WHAT IS BEING ASKED -> Retype the data that follows exactly. No pictures belong in the copy.
"""
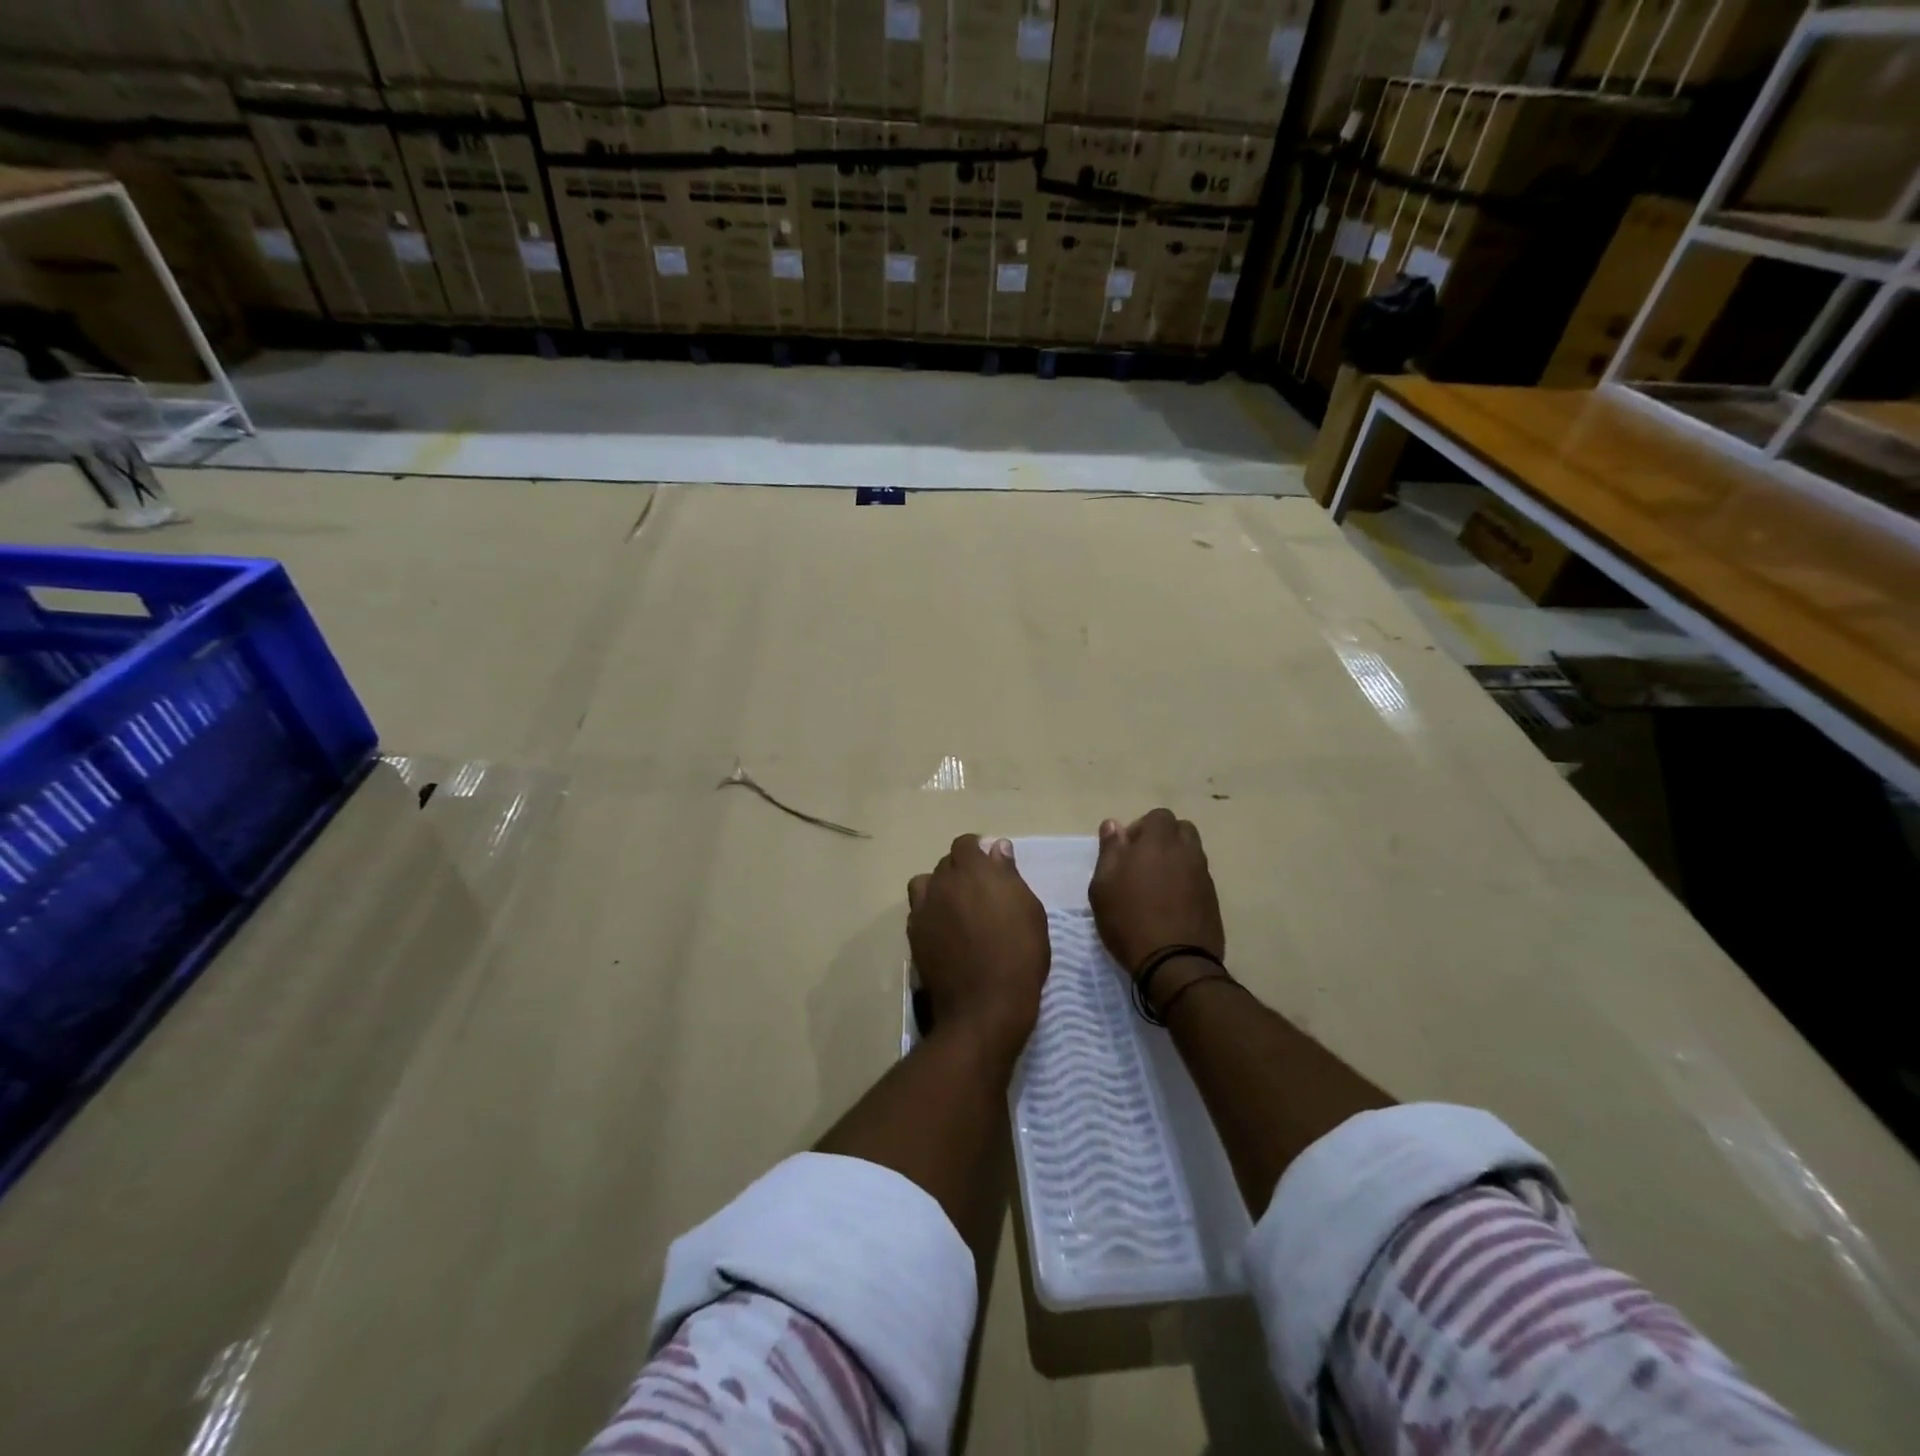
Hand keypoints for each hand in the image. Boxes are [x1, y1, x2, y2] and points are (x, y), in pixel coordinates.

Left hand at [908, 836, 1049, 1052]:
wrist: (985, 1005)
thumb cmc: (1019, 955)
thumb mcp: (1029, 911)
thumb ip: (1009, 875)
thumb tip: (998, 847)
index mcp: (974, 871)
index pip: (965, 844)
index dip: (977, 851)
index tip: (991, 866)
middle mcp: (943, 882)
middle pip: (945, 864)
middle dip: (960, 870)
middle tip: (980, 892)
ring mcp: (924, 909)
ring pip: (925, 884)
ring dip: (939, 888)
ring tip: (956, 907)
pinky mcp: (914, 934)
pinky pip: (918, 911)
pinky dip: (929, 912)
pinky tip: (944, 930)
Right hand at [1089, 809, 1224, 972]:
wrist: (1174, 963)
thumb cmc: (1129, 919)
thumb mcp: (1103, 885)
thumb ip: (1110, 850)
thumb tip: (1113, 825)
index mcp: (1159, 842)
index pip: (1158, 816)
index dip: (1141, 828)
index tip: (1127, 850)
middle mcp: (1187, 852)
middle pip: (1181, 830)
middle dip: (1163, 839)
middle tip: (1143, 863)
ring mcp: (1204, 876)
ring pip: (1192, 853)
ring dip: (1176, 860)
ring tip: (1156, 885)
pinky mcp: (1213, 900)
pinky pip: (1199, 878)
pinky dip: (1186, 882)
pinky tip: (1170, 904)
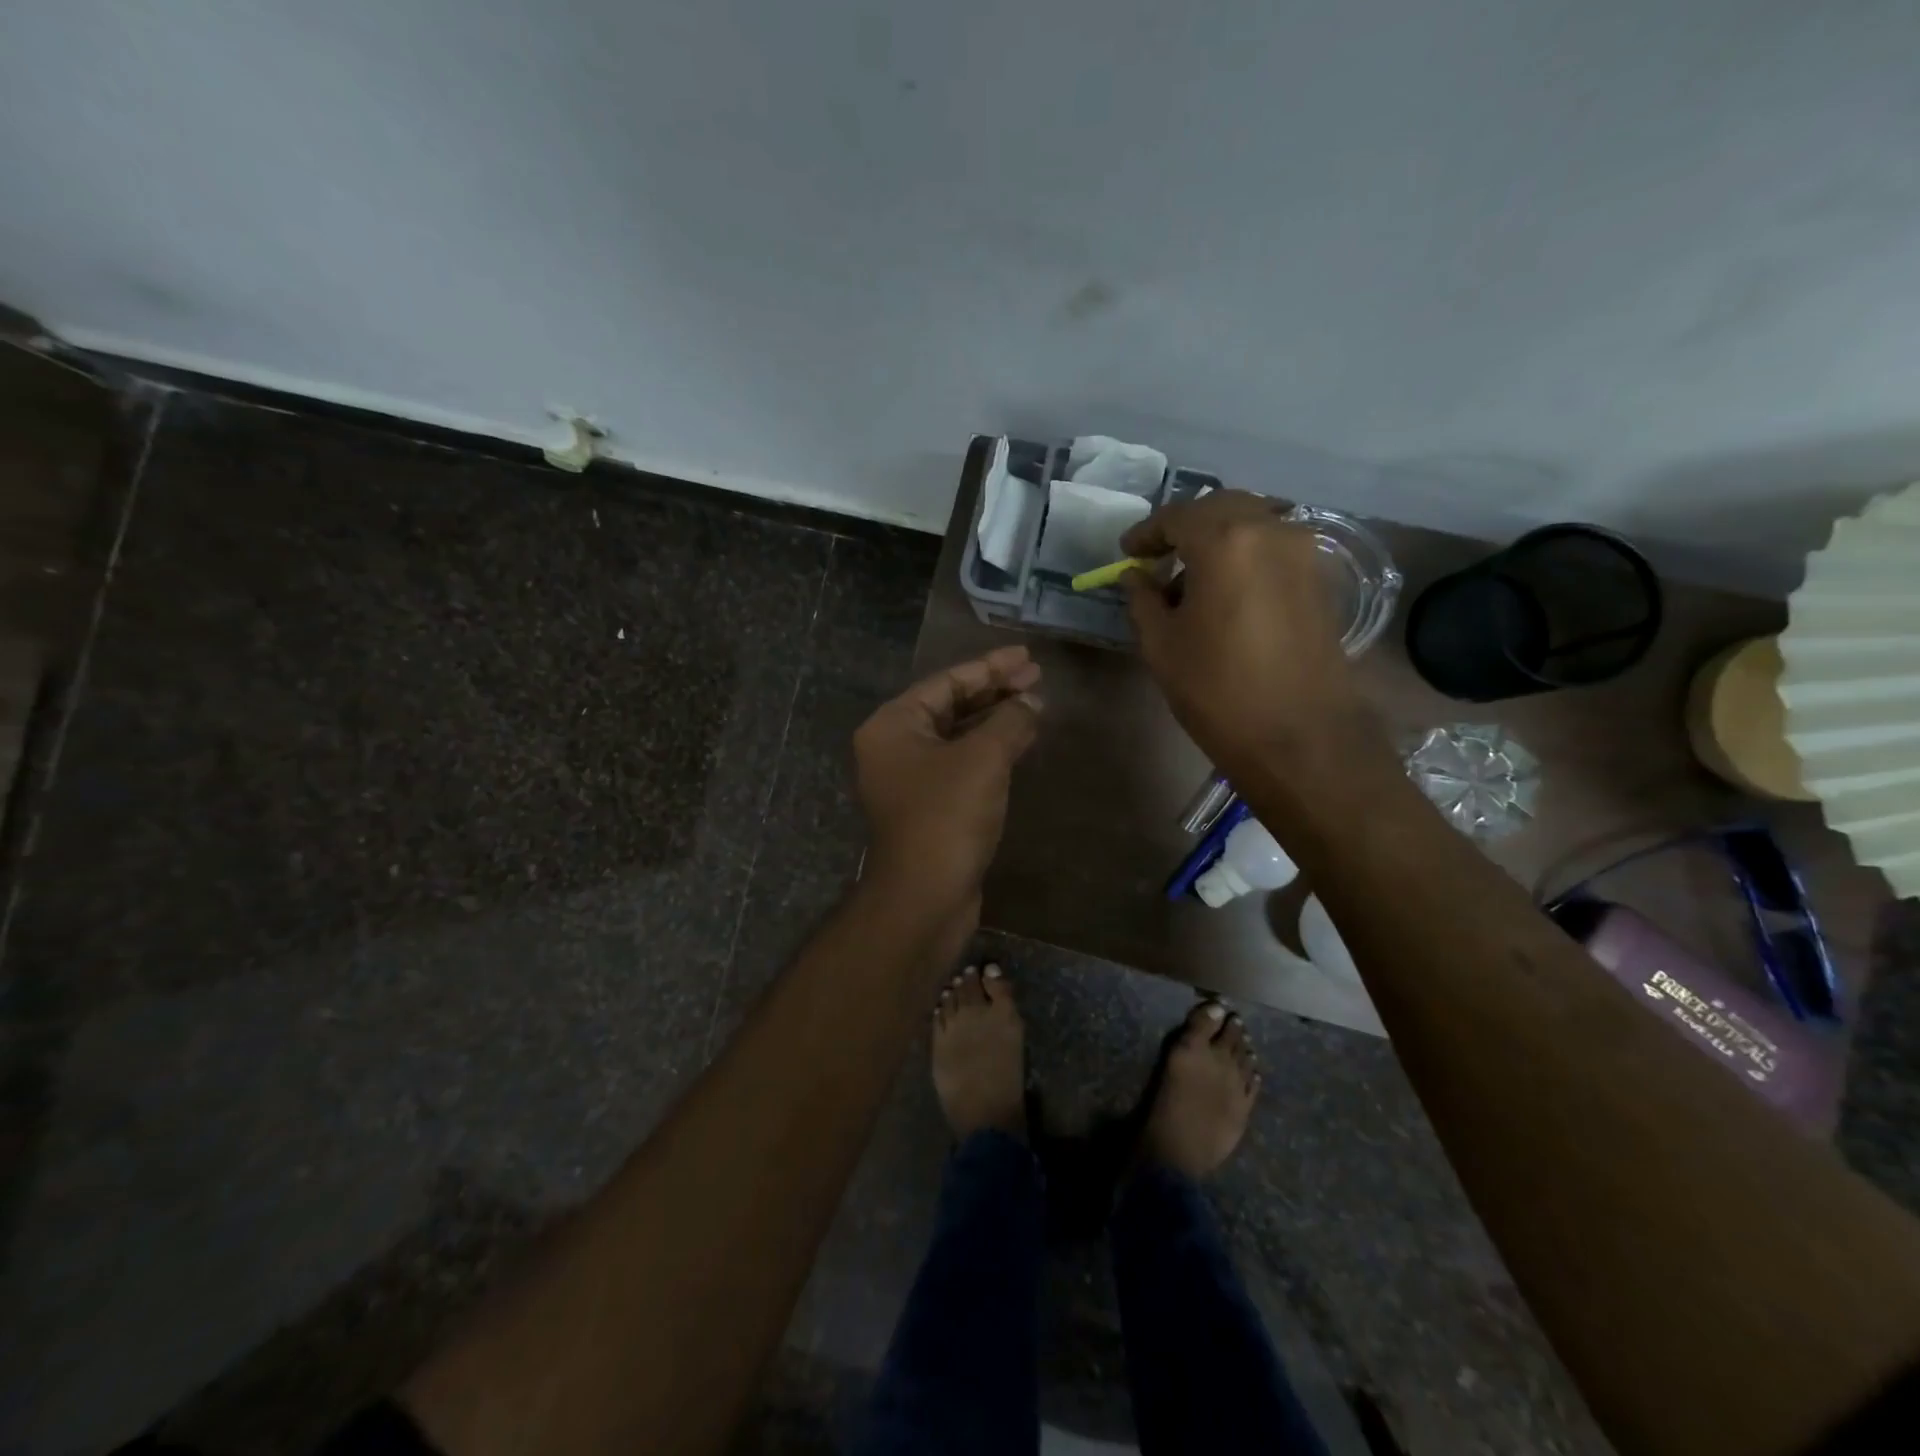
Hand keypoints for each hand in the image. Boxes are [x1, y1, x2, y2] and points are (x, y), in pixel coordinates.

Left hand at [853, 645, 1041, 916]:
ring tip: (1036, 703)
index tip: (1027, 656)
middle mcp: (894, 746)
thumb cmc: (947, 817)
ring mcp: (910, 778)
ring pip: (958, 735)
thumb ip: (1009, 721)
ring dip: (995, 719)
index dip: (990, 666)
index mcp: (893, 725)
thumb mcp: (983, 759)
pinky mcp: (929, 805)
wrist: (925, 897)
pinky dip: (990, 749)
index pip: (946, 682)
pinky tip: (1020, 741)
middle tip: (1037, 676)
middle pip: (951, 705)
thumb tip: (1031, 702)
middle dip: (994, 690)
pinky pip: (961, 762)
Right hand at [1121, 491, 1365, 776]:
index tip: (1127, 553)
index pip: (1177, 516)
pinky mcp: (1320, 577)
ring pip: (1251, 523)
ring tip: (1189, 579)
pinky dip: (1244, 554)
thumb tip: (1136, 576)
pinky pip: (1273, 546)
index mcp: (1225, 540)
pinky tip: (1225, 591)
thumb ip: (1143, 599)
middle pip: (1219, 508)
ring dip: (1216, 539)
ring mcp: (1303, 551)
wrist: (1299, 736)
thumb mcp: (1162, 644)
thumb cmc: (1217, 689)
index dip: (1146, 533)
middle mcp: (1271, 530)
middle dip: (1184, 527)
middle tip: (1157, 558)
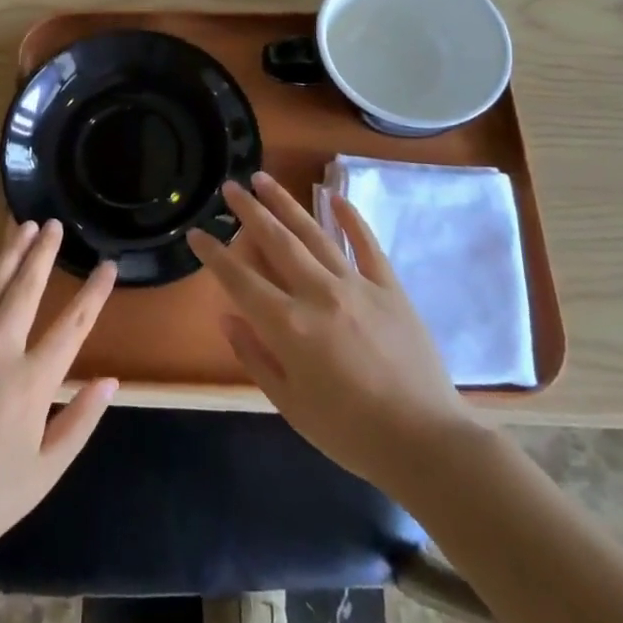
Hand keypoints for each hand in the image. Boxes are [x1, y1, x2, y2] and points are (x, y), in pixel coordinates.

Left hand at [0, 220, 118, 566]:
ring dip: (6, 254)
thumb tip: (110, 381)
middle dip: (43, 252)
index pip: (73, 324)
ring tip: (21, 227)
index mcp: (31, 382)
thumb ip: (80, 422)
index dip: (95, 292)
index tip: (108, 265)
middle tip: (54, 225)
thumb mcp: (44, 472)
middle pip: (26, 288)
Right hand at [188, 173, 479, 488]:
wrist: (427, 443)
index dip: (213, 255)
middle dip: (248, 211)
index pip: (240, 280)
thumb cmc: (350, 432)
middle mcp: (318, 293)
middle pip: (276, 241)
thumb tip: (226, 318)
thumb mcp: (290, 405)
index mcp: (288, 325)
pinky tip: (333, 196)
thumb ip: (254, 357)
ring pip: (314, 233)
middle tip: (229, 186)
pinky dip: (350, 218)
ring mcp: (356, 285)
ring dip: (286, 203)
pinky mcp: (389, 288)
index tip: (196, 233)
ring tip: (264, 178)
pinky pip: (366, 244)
"""
TASK OUTPUT ->
Hand keypoints for each hand in the image. Boxes are [x1, y1, x2, y2] and points are (x, y), in pixel coordinates.

Left hand at [908, 836, 1049, 1052]:
wrist: (985, 1005)
thumb cmc: (1019, 955)
thumb mcp: (1029, 911)
thumb ip: (1009, 875)
thumb tip: (998, 847)
index mcp: (974, 871)
index pip: (965, 844)
index dip: (977, 851)
index tip: (991, 866)
middle mcp: (943, 882)
middle pip: (945, 864)
middle dip: (960, 870)
middle tip: (980, 892)
ring mcp: (924, 909)
ring pip: (925, 884)
ring dip: (939, 888)
ring tip: (956, 907)
pinky mcp: (914, 934)
pinky pip: (918, 911)
pinky dip: (929, 912)
pinky tip: (944, 930)
Right hand at [1089, 809, 1224, 972]:
wrist: (1174, 963)
thumb cmc: (1129, 919)
thumb mcp: (1103, 885)
thumb ip: (1110, 850)
thumb tip: (1113, 825)
index mcp: (1159, 842)
index pip: (1158, 816)
index dip: (1141, 828)
index tip: (1127, 850)
middle mcp: (1187, 852)
middle pip: (1181, 830)
middle dip: (1163, 839)
middle tip: (1143, 863)
ring mcp: (1204, 876)
ring pip: (1192, 853)
ring dip: (1176, 860)
ring tip: (1156, 885)
pinky mcp: (1213, 900)
pinky pip: (1199, 878)
pinky dip: (1186, 882)
pinky tip: (1170, 904)
Hand keypoints for each hand in the image. Boxes are [x1, y1, x2, y2] and points are (x, y), in pixel coordinates.

Left hand at [853, 645, 1041, 916]:
ring tip: (1036, 703)
index tip: (1027, 656)
middle mcp: (894, 746)
thumb cmc: (947, 817)
ring mcp: (910, 778)
ring pip: (958, 735)
thumb ip: (1009, 721)
ring dip: (995, 719)
index dip: (990, 666)
index mcp: (893, 725)
thumb mcp: (983, 759)
pinky mcp: (929, 805)
wrist: (925, 897)
pinky dip: (990, 749)
index pip: (946, 682)
pinky tip: (1020, 741)
middle tip: (1037, 676)
middle pip: (951, 705)
thumb tip: (1031, 702)
middle dip: (994, 690)
pinky pip: (961, 762)
Right hand at [1121, 491, 1365, 776]:
index tip: (1127, 553)
index pip: (1177, 516)
pinky mcp: (1320, 577)
ring pip: (1251, 523)
ring tip: (1189, 579)
pinky dip: (1244, 554)
thumb tip: (1136, 576)
pinky pip: (1273, 546)
index mcp: (1225, 540)
pinky tip: (1225, 591)
thumb ip: (1143, 599)
middle pip: (1219, 508)
ring dip: (1216, 539)
ring mcp: (1303, 551)
wrist: (1299, 736)
thumb mcp: (1162, 644)
thumb cmc: (1217, 689)
index dip: (1146, 533)
middle mcp: (1271, 530)
middle dip: (1184, 527)
middle tip: (1157, 558)
Hand keypoints for each hand in the image. Boxes are [x1, y1, x2, y2] and points are (x, y), in pixel coordinates.

Left hand at [0, 220, 118, 566]:
ring dip: (6, 254)
thumb tip: (110, 381)
middle dip: (43, 252)
index pip: (73, 324)
ring tip: (21, 227)
index mcp: (31, 382)
thumb ip: (80, 422)
index dip: (95, 292)
index tip: (108, 265)
middle tip: (54, 225)
thumb mcp: (44, 472)
middle pip: (26, 288)
Right hand at [188, 173, 479, 488]:
wrist: (427, 443)
index dip: (213, 255)
middle dip: (248, 211)
index pip: (240, 280)
thumb cmc: (350, 432)
middle mcp: (318, 293)
middle pip: (276, 241)
thumb tip: (226, 318)
thumb mcp: (290, 405)
index mcp: (288, 325)
pinky tip: (333, 196)
thumb ip: (254, 357)
ring pip: (314, 233)
middle tip: (229, 186)
pinky dip: (350, 218)
ring mcp: (356, 285)
ring dip: (286, 203)
pinky mcp: (389, 288)
index tip: (196, 233)
ring tip: (264, 178)
pinky pip: (366, 244)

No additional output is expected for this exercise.